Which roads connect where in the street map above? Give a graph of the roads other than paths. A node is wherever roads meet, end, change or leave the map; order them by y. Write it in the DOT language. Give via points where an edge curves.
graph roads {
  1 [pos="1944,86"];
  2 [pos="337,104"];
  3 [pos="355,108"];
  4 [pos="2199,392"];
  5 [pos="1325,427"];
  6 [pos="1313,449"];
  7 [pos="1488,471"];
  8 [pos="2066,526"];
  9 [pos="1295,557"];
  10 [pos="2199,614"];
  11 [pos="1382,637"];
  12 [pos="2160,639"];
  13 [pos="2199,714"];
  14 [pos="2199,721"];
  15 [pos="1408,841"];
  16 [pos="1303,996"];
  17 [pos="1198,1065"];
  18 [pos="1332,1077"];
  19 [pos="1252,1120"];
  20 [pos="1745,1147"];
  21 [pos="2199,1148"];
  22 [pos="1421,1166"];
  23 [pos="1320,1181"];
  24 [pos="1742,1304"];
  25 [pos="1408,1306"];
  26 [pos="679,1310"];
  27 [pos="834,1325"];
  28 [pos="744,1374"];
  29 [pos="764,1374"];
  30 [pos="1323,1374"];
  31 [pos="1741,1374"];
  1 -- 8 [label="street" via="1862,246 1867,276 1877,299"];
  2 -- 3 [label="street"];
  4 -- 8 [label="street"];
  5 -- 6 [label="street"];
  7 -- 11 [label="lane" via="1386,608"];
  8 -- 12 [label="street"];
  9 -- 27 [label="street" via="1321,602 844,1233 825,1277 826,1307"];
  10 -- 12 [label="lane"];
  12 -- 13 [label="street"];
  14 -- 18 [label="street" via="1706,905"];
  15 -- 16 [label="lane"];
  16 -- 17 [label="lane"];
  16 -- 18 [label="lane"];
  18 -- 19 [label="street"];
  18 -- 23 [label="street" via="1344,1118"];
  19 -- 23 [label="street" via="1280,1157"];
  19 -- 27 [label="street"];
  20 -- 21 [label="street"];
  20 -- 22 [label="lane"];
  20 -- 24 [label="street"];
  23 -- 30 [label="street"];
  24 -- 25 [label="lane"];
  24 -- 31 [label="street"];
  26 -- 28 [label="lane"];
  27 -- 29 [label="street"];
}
------
→ Task to carry out
Report each line of the data in which "graph" occurs.

→ Answer area
Which roads connect where in the street map above? Give a graph of the roads other than paths. A node is wherever roads meet, end, change or leave the map; order them by y. Write it in the DOT language. Give via points where an edge curves.
graph roads {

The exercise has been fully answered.